#### Work to be completed
Write out all of the records below precisely as given, omitting the images.

=== Data records ===

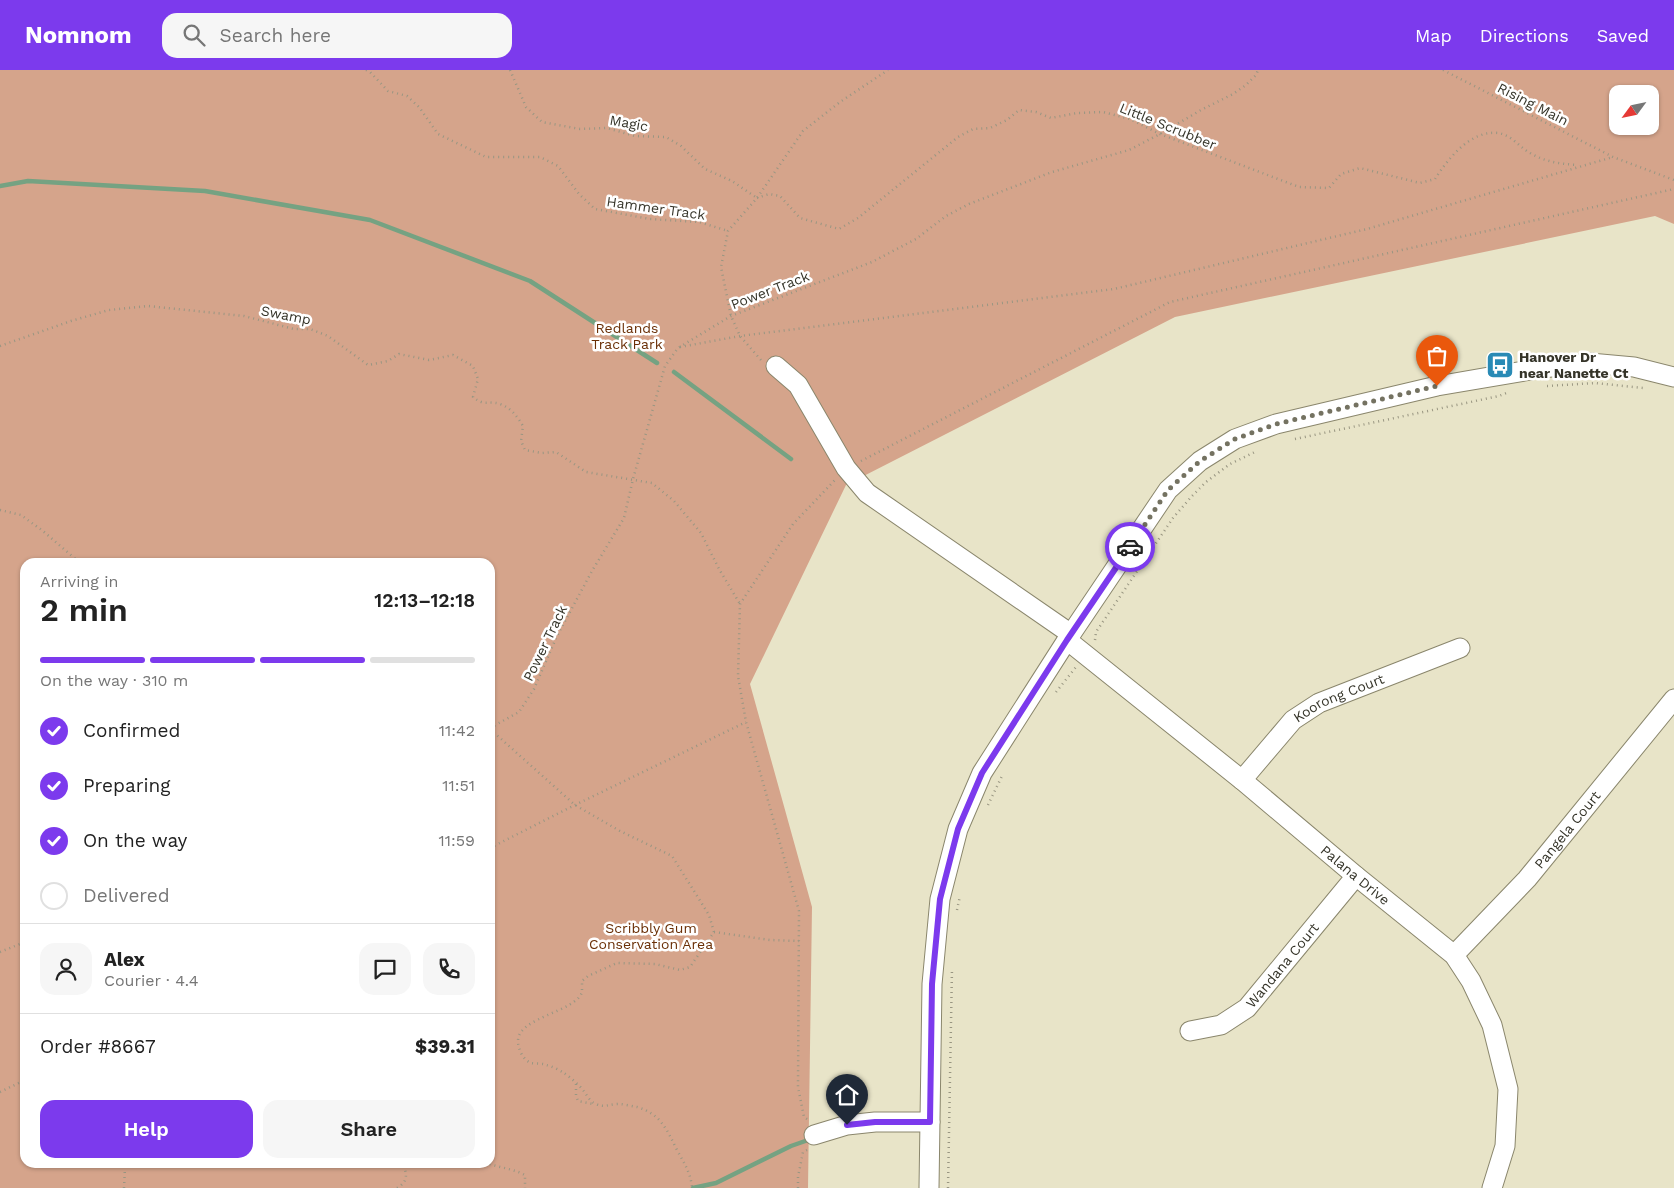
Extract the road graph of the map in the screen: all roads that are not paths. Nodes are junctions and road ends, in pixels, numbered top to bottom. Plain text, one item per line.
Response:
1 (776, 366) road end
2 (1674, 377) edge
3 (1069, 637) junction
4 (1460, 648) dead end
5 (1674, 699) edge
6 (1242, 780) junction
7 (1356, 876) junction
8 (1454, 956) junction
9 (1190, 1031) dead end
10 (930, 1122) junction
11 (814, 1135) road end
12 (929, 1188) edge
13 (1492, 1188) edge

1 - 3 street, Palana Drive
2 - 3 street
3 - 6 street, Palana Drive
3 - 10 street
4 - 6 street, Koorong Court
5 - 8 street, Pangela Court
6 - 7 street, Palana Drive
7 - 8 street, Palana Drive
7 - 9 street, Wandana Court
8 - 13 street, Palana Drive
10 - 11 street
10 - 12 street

===

#### Exercise response
Extract the road graph of the map in the screen: all roads that are not paths. Nodes are junctions and road ends, in pixels, numbered top to bottom. Plain text, one item per line.
Response:
1 (776, 366) road end
2 (1674, 377) edge
3 (1069, 637) junction
4 (1460, 648) dead end
5 (1674, 699) edge
6 (1242, 780) junction
7 (1356, 876) junction
8 (1454, 956) junction
9 (1190, 1031) dead end
10 (930, 1122) junction
11 (814, 1135) road end
12 (929, 1188) edge
13 (1492, 1188) edge

1 - 3 street, Palana Drive
2 - 3 street
3 - 6 street, Palana Drive
3 - 10 street
4 - 6 street, Koorong Court
5 - 8 street, Pangela Court
6 - 7 street, Palana Drive
7 - 8 street, Palana Drive
7 - 9 street, Wandana Court
8 - 13 street, Palana Drive
10 - 11 street
10 - 12 street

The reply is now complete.